# [Work required]
Count the lines containing "shape" in the entries underneath, and state that count without anything else.

Segment Open

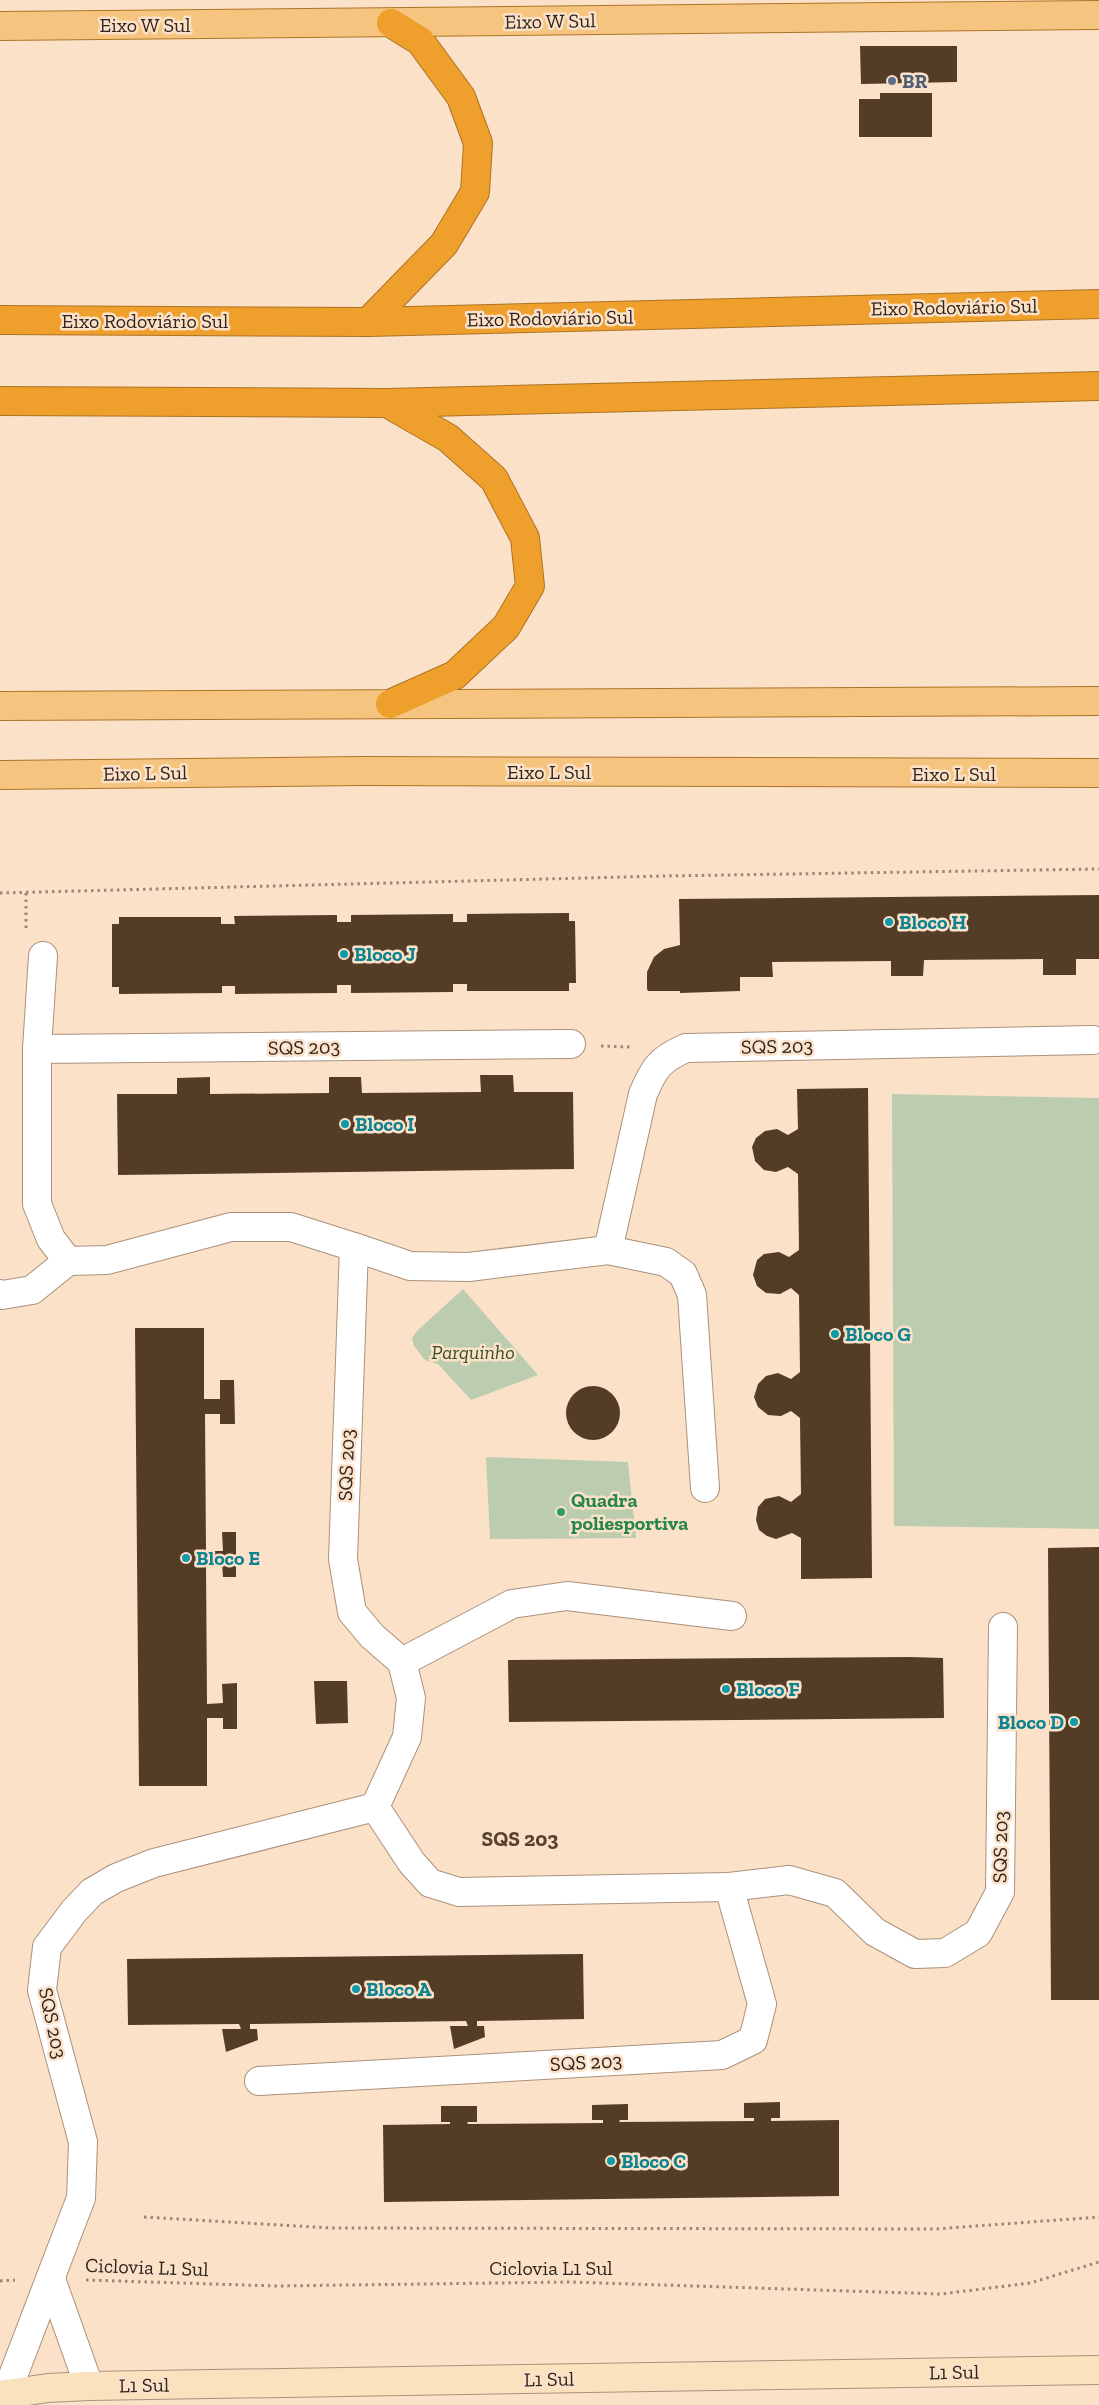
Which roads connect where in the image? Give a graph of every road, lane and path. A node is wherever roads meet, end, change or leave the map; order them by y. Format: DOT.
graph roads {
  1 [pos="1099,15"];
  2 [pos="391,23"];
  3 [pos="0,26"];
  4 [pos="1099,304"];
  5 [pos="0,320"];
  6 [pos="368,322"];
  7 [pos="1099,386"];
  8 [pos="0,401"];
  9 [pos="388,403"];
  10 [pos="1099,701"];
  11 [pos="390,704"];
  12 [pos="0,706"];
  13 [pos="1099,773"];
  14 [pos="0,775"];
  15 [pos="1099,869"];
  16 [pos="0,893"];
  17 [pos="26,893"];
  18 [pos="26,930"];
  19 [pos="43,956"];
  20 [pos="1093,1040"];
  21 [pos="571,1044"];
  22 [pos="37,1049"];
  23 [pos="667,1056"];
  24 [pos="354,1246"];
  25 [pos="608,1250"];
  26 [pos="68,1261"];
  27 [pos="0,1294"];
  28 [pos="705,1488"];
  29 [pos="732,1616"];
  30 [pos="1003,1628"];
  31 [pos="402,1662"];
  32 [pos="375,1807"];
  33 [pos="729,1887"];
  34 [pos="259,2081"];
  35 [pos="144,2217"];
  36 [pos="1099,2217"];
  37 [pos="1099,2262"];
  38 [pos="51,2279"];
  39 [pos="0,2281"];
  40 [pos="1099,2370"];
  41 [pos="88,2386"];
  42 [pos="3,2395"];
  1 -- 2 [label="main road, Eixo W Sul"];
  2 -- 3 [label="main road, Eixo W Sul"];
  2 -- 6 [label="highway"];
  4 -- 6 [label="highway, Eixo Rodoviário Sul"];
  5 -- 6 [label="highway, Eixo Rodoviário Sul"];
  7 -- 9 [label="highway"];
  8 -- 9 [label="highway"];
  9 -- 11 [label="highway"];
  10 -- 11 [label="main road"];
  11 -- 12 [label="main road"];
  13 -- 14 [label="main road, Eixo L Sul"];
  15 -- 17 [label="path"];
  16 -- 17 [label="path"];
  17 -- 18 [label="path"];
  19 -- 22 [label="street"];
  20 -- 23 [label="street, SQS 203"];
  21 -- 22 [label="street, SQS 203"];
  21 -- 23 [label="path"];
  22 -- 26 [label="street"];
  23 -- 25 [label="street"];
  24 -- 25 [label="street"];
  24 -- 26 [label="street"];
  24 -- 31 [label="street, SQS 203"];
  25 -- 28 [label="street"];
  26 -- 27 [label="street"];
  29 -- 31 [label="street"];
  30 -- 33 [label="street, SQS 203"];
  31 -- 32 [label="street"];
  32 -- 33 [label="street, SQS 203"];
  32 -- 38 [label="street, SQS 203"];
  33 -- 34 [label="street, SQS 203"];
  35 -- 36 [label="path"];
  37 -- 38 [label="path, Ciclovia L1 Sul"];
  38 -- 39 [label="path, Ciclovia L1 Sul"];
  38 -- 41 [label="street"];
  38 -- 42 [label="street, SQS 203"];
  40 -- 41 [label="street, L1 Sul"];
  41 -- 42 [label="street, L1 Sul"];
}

Segment Closed
Segment Open

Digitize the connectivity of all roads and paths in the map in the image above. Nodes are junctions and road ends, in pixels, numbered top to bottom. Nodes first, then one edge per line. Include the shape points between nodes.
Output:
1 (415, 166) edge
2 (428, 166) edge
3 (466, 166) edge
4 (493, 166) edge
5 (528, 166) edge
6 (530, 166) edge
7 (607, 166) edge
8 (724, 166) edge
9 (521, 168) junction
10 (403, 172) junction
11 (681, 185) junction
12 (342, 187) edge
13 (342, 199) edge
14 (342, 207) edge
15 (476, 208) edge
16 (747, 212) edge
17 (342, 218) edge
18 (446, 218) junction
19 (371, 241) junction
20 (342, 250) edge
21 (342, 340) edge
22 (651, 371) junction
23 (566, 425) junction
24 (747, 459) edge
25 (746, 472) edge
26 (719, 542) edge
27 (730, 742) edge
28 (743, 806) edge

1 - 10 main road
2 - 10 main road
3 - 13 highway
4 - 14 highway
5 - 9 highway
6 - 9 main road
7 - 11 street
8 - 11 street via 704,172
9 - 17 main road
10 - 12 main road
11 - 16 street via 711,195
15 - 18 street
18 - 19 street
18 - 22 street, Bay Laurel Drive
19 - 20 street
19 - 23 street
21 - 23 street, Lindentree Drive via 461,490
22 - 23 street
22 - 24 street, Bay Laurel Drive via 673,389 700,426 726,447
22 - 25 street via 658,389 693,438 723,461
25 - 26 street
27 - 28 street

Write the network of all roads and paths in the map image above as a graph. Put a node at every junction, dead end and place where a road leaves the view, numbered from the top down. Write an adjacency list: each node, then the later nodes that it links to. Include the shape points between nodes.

Segment Closed

# [Answer section]
2